Department stores in the Halifax area are feeling the same pressures.
Paul Rainville was picking up a portable charger for electronic devices on Wednesday in preparation for the big storm. Having just moved from Ottawa, the approaching storm is his first hurricane since the 1950s.
"When I was four-years-old, I got shaken in Ottawa by Hurricane Hazel, and I still remember the high winds," said Rainville.
During a press conference in Sydney Wednesday afternoon, the main message was for Maritimers to monitor the weather and be prepared for the worst.
"I would say any area that is prone to flooding to expect the same, and another danger that comes with this is road washouts. So travelling around during this is strongly discouraged," said Christina Lamey with the Cape Breton Regional Municipality.
In New Brunswick, boat owners at the Shediac Bay Yacht Club were scrambling Wednesday to pull their vessels from the water before Hurricane Fiona's arrival this weekend.
In September 2019, tropical storm Dorian tossed dozens of boats and caused almost $2-million in damages.
"It was a big storm when Dorian came through and it was a big mess," said Gerry O'Brien, the manager at the Shediac Yacht Club.

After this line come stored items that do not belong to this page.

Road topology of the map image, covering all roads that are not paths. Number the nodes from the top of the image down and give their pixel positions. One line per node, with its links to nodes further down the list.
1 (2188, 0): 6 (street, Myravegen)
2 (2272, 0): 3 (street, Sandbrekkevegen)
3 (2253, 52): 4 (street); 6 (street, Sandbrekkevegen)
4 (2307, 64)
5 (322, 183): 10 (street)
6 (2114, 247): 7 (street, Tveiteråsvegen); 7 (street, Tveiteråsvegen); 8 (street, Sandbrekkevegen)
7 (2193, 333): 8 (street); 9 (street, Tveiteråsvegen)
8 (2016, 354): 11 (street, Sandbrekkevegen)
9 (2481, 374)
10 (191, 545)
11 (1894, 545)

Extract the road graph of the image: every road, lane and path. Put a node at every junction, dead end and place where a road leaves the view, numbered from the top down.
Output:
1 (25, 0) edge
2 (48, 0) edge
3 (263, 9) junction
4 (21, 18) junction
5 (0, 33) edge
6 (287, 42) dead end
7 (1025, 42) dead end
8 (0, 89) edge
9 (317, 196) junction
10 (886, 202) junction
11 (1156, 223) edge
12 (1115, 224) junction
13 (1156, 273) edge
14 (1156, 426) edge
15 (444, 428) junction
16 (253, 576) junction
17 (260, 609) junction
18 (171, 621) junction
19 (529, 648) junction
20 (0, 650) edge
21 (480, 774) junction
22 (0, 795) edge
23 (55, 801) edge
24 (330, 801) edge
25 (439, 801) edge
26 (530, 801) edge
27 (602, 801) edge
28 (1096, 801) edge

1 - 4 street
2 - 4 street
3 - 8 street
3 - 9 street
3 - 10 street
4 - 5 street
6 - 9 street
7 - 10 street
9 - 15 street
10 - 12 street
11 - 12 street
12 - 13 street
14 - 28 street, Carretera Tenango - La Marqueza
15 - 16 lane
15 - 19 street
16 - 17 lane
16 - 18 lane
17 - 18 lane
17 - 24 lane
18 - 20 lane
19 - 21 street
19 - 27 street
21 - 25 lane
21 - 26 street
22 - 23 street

"I had a sail boat on top of my power boat for a couple of days and we had to haul them out," said boat owner Denise Arsenault. "I want to make sure that doesn't happen again. I think we've all learned our lessons."
Storm preparations were also underway at the Pointe-Du-Chêne Wharf in Pointe-Du-Chêne, N.B.
"We're tying everything down. We're going to install the hurricane lines for our docks to protect our boaters, but the boaters should take their boats out before the storm hits," said Victor Cormier, the general manager at the Pointe-Du-Chêne Wharf.
Shediac Mayor Roger Caissie told CTV News, in the coming days, town staff will pick up any items that could blow away, such as park benches and garbage cans.
PRINCE EDWARD ISLAND
The City of Charlottetown is also reminding residents of the importance of a 72-hour emergency preparedness plan.
During a press conference Wednesday, the P.E.I. Emergency Measures Organization says Islanders can expect some impacts from Hurricane Fiona as early as Friday.
“September is the most active time for the Atlantic hurricane season, and the best way for us to be prepared is to make sure our emergency plans are up to date, and our kits are fully stocked. This means making sure we have enough supplies for at least 72 hours,” said Minister of Justice and Public Safety Darlene Compton. “It is also important that we check on our loved ones and neighbours who might need an extra set of hands to prepare for what Fiona might bring.”
P.E.I. EMO is currently reviewing and testing business continuity plans with government departments, agency partners, municipalities, and community organizations to support them in preparedness efforts.
"We're going to have power outages. There's going to be trees down. Our trees are in full leaf so that creates a bit of a sail environment that it is a lot easier for trees to be uprooted," said Tanya Mullally, the director of P.E.I. EMO.
Residents are encouraged to replenish supplies of their emergency preparedness kits to include provisions like additional food, water, heat and fuel supplies that will sustain households for up to five days.
P.E.I. is also working on plans to set up an indoor shelter from Thursday to Sunday at a community hall in Charlottetown.
"I spoke with Minister MacKay earlier today who assures me that his departments are finalizing plans to help support local Islanders, including those precariously housed," said Compton.
It' still unclear if Hurricane Fiona will impact the island and when, but emergency officials are taking the threat seriously, and say Islanders should do the same.
Emergency officials are also advising Islanders to stay home once the storm has begun, not only for safety, but to provide recovery crews with the space they need for cleanup.
With files from CTV Atlantic's Bruce Frisko, Kyle Moore, Jack Morse and Derek Haggett.